|Updated: 4/01/2013 10:05 am
||Published: 3/29/2013 9:09 pm
Health officials are notifying patients of Doctor Scott Harrington, urging them to get tested.
That effort is hampered because they only have access to records going back to 2007, and many patients may have moved out of the Tulsa area since then.
Seven thousand patients of Harrington have been identified based on records dating back to 2007.
Kaitlin Snider, spokesman for the Tulsa Health Department, says,"records prior to that we don't have access to."
Harrington practiced dentistry for 36 years, that leaves about 30 years worth of patients who may not be notified, not to mention those since 2007 who've moved out of the area.
Snider says notification letters are being sent out in batches of about 100 to better keep track of those returned to sender.
"We are tracking returns of addresses and things like that we're collecting into a database, and we're doing our best to contact people who may have been patients of the Dr. Harrington's," she says. "There are processes in place to capture those who may have moved out of state."
Some patients have already been traced to other parts of the state, prompting free testing from the another health department.
Cynthia Harry with Oklahoma City's Health Department tells FOX23 News, "they have identified some individuals who are Oklahoma County residents who were prior patients of Dr. Harrington's dental practice, and so in a joint effort we have decided to open up our clinic hours."
Harris says Friday already dozens of patients who've moved out of the Tulsa area had been tested.
"We're talking about a five year span where these patients could be moving throughout Tulsa into Oklahoma County," she says.

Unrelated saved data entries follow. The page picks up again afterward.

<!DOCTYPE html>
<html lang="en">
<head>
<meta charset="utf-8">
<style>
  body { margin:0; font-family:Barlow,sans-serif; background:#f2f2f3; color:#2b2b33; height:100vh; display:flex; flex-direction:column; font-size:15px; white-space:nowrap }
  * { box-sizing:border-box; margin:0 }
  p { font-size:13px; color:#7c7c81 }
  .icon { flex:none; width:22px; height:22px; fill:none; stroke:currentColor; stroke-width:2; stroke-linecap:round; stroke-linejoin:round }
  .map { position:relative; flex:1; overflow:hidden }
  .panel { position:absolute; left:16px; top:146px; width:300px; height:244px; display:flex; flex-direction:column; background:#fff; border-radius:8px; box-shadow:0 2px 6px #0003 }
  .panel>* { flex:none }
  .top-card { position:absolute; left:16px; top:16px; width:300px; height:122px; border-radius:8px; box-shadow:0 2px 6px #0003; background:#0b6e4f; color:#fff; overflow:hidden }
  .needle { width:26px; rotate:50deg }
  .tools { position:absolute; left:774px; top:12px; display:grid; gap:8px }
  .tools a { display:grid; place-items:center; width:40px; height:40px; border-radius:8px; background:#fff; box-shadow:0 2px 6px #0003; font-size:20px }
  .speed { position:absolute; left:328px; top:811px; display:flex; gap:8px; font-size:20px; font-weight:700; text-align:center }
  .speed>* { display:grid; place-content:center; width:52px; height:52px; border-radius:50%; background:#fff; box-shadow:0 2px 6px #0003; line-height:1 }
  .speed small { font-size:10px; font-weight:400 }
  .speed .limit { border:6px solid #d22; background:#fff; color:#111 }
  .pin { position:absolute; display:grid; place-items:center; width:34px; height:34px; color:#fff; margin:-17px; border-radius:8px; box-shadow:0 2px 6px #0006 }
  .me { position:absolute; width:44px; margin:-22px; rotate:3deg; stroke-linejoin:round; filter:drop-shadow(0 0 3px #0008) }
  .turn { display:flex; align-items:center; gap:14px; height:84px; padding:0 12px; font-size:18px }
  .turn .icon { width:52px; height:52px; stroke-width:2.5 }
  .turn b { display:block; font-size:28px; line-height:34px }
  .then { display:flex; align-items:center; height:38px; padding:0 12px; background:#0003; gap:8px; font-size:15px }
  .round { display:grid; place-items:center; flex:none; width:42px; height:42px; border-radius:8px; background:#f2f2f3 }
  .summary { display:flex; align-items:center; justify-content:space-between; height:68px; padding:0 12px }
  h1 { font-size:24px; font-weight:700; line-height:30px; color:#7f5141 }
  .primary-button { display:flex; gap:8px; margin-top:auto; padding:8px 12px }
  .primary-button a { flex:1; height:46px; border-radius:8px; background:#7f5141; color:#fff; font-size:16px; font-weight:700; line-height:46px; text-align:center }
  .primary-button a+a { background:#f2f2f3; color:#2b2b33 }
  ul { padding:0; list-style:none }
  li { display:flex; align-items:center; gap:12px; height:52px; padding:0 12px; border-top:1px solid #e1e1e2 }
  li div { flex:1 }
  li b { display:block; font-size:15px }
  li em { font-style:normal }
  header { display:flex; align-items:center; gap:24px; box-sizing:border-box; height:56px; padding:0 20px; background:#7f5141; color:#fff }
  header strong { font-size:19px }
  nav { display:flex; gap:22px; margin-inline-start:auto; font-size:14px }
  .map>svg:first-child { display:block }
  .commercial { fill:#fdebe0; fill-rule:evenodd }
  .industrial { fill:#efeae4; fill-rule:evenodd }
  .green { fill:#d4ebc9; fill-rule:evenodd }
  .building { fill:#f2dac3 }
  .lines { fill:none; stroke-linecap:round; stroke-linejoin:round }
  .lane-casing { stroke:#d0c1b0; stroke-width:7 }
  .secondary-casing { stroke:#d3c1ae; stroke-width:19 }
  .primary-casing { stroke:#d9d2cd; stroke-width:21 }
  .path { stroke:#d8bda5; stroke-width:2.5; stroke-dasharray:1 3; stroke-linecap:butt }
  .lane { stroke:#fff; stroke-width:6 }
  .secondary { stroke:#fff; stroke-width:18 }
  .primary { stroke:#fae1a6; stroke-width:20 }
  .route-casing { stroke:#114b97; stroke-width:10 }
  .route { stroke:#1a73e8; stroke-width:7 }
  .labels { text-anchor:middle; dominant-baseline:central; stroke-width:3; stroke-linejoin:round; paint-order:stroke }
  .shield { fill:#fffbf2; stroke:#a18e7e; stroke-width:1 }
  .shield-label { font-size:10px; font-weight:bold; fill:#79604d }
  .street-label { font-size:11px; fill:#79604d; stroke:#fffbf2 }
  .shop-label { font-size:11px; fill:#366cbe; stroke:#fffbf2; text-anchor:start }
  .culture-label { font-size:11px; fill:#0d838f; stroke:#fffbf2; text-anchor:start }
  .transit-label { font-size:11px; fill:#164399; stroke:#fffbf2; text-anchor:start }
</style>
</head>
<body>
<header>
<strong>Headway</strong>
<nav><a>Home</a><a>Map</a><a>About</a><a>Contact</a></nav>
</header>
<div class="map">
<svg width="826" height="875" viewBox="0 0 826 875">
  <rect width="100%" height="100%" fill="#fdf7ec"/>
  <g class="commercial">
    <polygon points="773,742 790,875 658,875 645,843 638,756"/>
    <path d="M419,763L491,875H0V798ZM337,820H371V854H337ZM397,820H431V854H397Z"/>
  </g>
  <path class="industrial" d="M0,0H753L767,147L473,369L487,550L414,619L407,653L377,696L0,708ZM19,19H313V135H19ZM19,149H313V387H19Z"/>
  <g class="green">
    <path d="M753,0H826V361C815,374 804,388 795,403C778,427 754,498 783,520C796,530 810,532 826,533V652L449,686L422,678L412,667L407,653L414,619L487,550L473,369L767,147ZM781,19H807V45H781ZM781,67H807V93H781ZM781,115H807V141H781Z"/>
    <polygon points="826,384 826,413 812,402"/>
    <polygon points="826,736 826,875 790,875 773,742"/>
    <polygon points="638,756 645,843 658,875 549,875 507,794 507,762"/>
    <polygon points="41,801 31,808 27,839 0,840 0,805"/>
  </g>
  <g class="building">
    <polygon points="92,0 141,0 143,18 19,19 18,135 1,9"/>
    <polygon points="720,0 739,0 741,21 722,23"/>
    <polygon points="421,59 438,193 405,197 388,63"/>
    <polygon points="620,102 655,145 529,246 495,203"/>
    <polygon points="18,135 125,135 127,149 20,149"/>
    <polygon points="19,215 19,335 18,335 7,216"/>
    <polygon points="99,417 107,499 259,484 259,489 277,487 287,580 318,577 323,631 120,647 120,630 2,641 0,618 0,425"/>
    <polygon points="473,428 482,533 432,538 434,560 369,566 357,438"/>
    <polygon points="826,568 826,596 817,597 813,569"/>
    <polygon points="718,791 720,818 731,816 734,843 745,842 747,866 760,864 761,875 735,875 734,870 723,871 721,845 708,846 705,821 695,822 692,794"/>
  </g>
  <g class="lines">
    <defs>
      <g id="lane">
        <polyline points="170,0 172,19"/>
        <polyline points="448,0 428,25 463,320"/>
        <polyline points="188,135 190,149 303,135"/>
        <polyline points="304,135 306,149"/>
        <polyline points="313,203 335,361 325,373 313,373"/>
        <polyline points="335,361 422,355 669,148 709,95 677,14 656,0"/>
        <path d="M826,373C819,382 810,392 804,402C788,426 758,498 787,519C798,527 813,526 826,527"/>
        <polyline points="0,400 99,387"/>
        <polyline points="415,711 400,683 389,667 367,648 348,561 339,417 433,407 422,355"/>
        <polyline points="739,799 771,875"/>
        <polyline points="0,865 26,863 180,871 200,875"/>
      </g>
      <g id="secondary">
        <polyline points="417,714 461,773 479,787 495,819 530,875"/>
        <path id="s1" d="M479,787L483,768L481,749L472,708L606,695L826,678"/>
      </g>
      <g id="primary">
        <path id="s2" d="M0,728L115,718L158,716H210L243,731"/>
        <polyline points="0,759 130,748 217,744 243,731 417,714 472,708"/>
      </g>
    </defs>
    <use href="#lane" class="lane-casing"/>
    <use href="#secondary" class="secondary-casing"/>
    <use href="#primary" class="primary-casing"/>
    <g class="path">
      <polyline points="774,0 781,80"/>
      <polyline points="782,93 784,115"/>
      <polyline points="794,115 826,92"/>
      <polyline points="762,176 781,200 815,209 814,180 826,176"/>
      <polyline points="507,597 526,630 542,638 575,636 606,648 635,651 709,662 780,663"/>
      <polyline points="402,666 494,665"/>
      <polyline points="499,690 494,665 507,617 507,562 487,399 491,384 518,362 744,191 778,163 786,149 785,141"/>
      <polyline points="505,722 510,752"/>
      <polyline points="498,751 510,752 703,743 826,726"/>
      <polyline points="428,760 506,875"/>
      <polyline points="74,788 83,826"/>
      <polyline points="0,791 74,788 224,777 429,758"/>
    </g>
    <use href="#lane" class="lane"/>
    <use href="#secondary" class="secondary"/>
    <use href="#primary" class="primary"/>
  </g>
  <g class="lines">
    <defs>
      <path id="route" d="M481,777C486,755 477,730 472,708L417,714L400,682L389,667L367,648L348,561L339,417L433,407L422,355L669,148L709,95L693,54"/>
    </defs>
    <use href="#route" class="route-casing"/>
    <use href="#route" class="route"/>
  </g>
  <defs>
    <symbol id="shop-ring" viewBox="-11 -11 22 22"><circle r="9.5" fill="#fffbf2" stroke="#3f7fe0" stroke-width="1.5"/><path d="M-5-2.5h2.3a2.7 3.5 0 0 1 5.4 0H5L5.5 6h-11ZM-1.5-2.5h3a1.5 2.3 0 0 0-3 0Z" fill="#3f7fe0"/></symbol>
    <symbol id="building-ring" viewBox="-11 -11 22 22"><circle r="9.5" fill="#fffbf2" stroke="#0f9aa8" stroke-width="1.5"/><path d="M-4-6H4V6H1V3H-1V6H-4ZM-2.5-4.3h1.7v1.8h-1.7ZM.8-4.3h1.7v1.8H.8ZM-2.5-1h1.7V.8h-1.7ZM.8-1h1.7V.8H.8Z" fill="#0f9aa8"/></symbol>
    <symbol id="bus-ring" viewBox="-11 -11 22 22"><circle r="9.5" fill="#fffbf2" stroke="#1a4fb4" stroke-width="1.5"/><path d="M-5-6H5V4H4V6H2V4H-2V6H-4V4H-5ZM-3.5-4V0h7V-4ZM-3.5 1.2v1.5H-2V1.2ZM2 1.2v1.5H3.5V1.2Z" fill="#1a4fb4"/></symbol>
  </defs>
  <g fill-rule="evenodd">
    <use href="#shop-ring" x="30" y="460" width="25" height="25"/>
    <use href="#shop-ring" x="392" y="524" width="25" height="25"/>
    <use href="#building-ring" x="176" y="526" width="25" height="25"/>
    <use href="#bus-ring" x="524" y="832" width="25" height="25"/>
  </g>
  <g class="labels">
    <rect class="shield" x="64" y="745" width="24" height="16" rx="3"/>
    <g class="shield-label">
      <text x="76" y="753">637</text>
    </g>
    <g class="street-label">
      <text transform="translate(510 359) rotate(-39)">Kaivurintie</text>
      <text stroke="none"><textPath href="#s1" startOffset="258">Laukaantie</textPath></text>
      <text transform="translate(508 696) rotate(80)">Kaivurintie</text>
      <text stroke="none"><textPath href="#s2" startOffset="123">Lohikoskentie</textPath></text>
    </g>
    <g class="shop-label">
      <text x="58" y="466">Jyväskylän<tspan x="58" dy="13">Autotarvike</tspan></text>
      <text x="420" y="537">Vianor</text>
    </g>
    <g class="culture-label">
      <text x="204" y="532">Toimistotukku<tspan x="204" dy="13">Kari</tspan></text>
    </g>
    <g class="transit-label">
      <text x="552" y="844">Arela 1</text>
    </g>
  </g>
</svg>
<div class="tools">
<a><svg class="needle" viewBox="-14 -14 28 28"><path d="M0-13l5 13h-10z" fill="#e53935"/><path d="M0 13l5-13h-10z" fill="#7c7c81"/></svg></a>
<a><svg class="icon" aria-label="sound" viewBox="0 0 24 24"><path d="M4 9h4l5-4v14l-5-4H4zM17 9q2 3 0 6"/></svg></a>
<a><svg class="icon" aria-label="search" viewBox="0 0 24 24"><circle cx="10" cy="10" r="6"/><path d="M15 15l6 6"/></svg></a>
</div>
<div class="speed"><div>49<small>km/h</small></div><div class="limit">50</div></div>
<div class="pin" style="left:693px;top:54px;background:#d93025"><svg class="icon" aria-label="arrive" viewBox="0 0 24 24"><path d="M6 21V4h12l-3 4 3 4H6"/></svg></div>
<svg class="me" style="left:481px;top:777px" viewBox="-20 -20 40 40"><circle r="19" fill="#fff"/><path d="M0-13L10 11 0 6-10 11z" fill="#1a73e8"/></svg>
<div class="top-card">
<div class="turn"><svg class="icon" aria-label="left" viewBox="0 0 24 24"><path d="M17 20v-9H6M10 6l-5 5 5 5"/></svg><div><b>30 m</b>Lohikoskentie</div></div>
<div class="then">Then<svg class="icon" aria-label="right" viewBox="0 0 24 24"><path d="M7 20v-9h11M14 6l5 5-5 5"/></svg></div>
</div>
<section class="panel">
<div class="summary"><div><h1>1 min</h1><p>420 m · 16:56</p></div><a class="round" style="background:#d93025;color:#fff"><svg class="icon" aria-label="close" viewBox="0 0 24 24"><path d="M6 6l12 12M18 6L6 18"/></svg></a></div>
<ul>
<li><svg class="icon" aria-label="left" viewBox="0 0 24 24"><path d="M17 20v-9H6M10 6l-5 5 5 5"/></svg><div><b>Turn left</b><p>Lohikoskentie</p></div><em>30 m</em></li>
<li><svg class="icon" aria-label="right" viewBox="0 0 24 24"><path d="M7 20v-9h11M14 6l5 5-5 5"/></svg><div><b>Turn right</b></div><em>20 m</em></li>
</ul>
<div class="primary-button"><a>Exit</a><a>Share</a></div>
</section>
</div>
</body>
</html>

Both Oklahoma City and Tulsa health officials say they'll continuing expanding clinic hours in order to accommodate patient testing. Due to the number of potential patients infected, they say that could last for weeks or even months.
"We know that we will not be able to accommodate all 7,000 people in one day, or even one week," Snider said.
But even before testing starts locally, some patients are looking into their legal options.
"Everybody that has seen the doctor today is in emotional distress, no question about it," Gary Richardson says.
Richardson is a Tulsa lawyer who says people are calling him asking for advice.
"A couple that just got married that of course want to have children, they don't know if they should or not," he says recounting one conversation. "others are asking can I tell my boyfriend, can I tell my girlfriend?"
FOX23's Janai Norman asked Richardson what he's advising clients at this point.
"Basically let's see what happens; let's see what the results are."
He says emotional distress wouldn't necessarily be grounds for a lawsuit against Harrington. And trying to sue government agencies with oversight over Harrington would be difficult.
Still, Richardson says if tests start coming back positive, that could be a game-changer.
"It's scary today, but then it becomes serious," he began. "Definitely there could be a multiple cause of action of multiple plaintiffs, multiple clients"
For now, he recommends waiting on test results. As Richardson puts it, "there's a difference between being concerned and finding out there's no reason to be."
"And then things get better. That would be the best of all worlds if that happened," he says. "I don't know what's going to happen."
The Tulsa Health Department is expecting a big turnout Saturday when testing begins at the North Regional Wellness Center at 10:00 a.m.